セッション記号 H (地球人間圏科学) » H-CG 地球人間圏科学複合領域・一般

[H-CG27] [EE] 水―人間系の動態:観測、理解、モデル化とマネジメント

2017年5月23日(火) 13:45 〜 15:15 A05 (東京ベイ幕張ホール)

コンビーナ:沖 大幹(東京大学生産技術研究所)、Murugesu Sivapalan(University of Illinois at Urbana Champaign)、Giuliano Di Baldassarre(Uppsala University)、座長:Baldassarre Giuliano(Uppsala University, Sweden)、座長:花崎 直太(国立環境研究所)

14:30 〜 14:45

[HCG27-04] Size and stochasticity in irrigated socio-hydrological systems

*Rachata Muneepeerakul1Arnald Puy2,3Andrea L. Balbo4 (1.University of Florida, USA、2.University of Haifa, Israel、3.Universität zu Köln, Germany、4.University of Hamburg, Germany)

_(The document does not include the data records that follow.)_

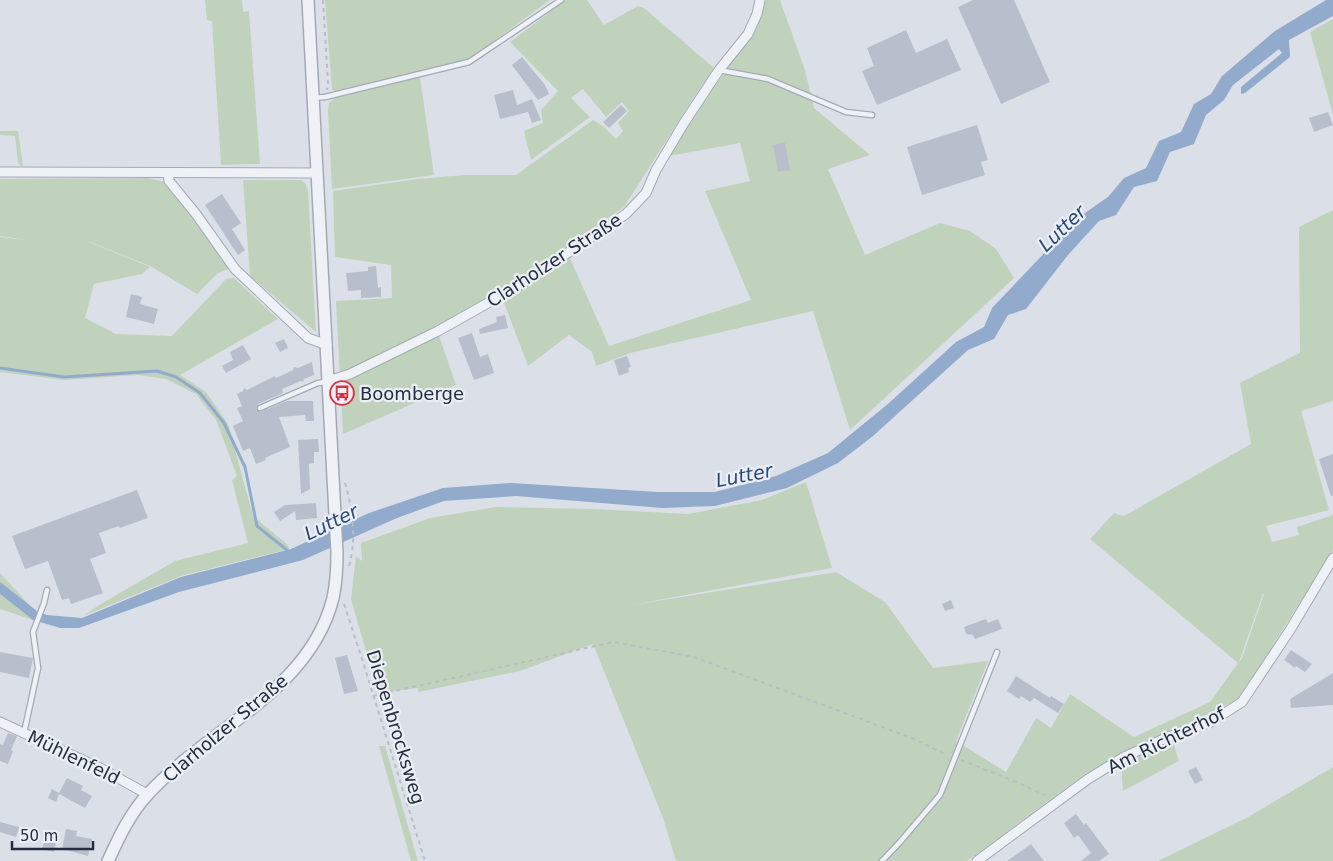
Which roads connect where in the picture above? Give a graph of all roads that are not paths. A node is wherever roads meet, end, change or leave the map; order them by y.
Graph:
1 (308, 0) edge
2 (561, 0) edge
3 (760, 0) edge
4 (719, 70) junction
5 (313, 98) junction
6 (872, 115) dead end
7 (0, 172) edge
8 (168, 173) junction
9 (317, 173) junction
10 (326, 345) junction
11 (328, 381) junction
12 (260, 408) dead end
13 (1333, 558) edge
14 (47, 590) dead end
15 (997, 652) dead end
16 (0, 722) edge
17 (24, 733) junction
18 (147, 794) junction
19 (108, 861) edge
20 (882, 861) edge
21 (977, 861) edge

1 - 5 street, Clarholzer Straße
2 - 5 lane
3 - 4 street, Clarholzer Straße
4 - 6 lane
4 - 11 street, Clarholzer Straße
5 - 9 street, Clarholzer Straße
7 - 8 street
8 - 9 street
8 - 10 street
9 - 10 street, Clarholzer Straße
10 - 11 street, Clarholzer Straße
11 - 12 lane
11 - 18 street, Clarholzer Straße
13 - 21 street, Am Richterhof
14 - 17 lane
15 - 20 lane
16 - 17 street, Mühlenfeld
17 - 18 street, Mühlenfeld
18 - 19 street, Clarholzer Straße

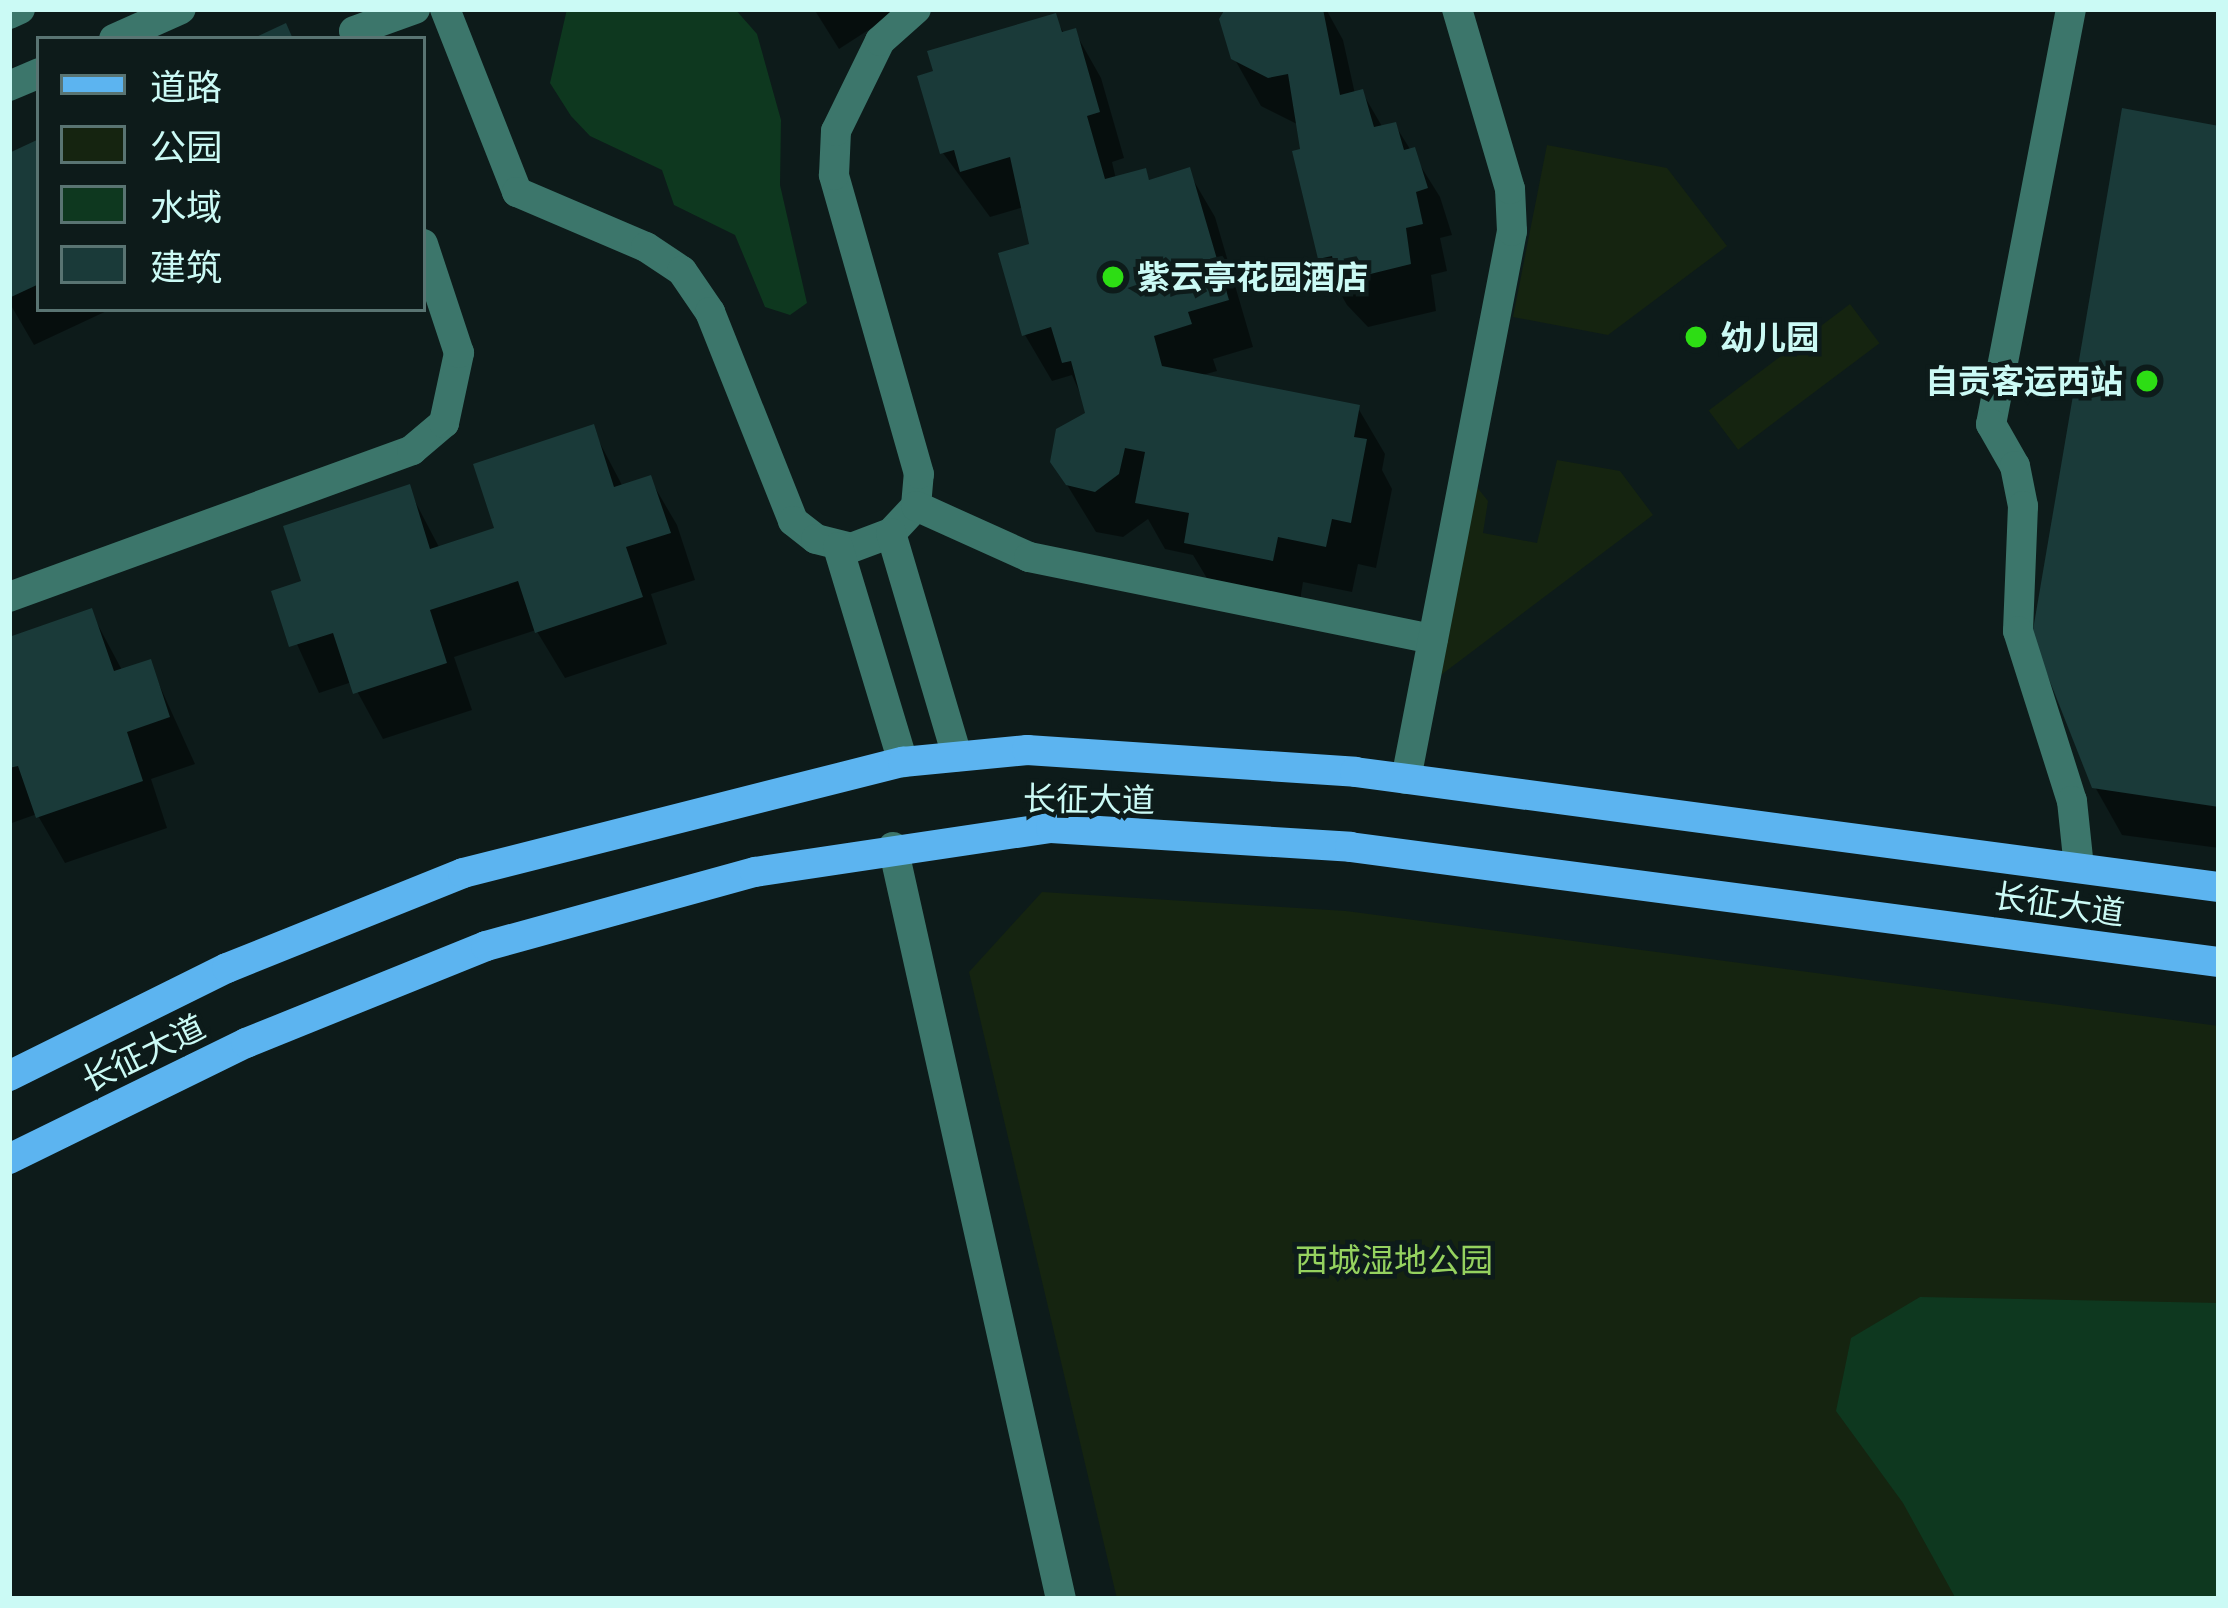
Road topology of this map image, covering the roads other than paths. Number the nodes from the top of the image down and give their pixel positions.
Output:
1 (20, 9) edge
2 (181, 9) edge
3 (415, 9) edge
4 (445, 9) edge
5 (916, 9) edge
6 (1457, 9) edge
7 (2072, 9) edge
8 (9, 14) edge
9 (351, 26) edge
10 (121, 36) edge
11 (426, 253) edge
12 (916, 506) junction
13 (891, 533) junction
14 (838, 547) junction
15 (9, 597) edge
16 (1433, 639) junction
17 (957, 756) junction
18 (903, 762) junction
19 (1406, 779) junction
20 (893, 847) junction
21 (2079, 868) junction
22 (2219, 887) edge
23 (2219, 962) edge
24 (9, 1076) edge
25 (9, 1159) edge
26 (1061, 1599) edge

1 - 8 street
2 - 10 street
3 - 9 street
4 - 14 street
5 - 12 street
6 - 16 street
7 - 21 street
11 - 15 street
12 - 13 street
12 - 16 street
13 - 14 street
13 - 17 street
14 - 18 street
16 - 19 street
17 - 18 main road, 长征大道
17 - 19 main road, 长征大道
18 - 24 main road, 长征大道
19 - 21 main road, 长征大道
20 - 23 main road, 长征大道
20 - 25 main road, 长征大道
20 - 26 street
21 - 22 main road, 长征大道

キーワード:Coupled natural-human systems, Stochasticity, Agriculture, Regime shift

Here we present a systematic study of the relation between the size of socio-hydrological systems and stochastic forcing. In particular, through a stylized theoretical model, we focus on how stochasticity in water availability and taxation interacts with the stochastic behavior of the population within irrigated socio-hydrological systems. Our results indicate the existence of two key population levels for the sustainability of such systems: (i) the critical population size required to keep the system operative--with a smaller population size, the system may self-organize toward a collapse; and (ii) the population threshold at which the incentive to work inside the system equals the incentive to work elsewhere—the system will self-organize toward this level, despite sub-optimal per capita payoff to its population. When subjected to strong stochasticity in water availability or taxation, the system may suffer sharp population drops and irreversibly disintegrate into a system collapse, via a mechanism we dub ‘collapse trap.’ Our theoretical study establishes the basis for further work aiming at understanding the dynamics between size and stochasticity in irrigated systems, which is key for devising mitigation and adaptation measures to ensure their sustainability in the face of increasing and inevitable uncertainty.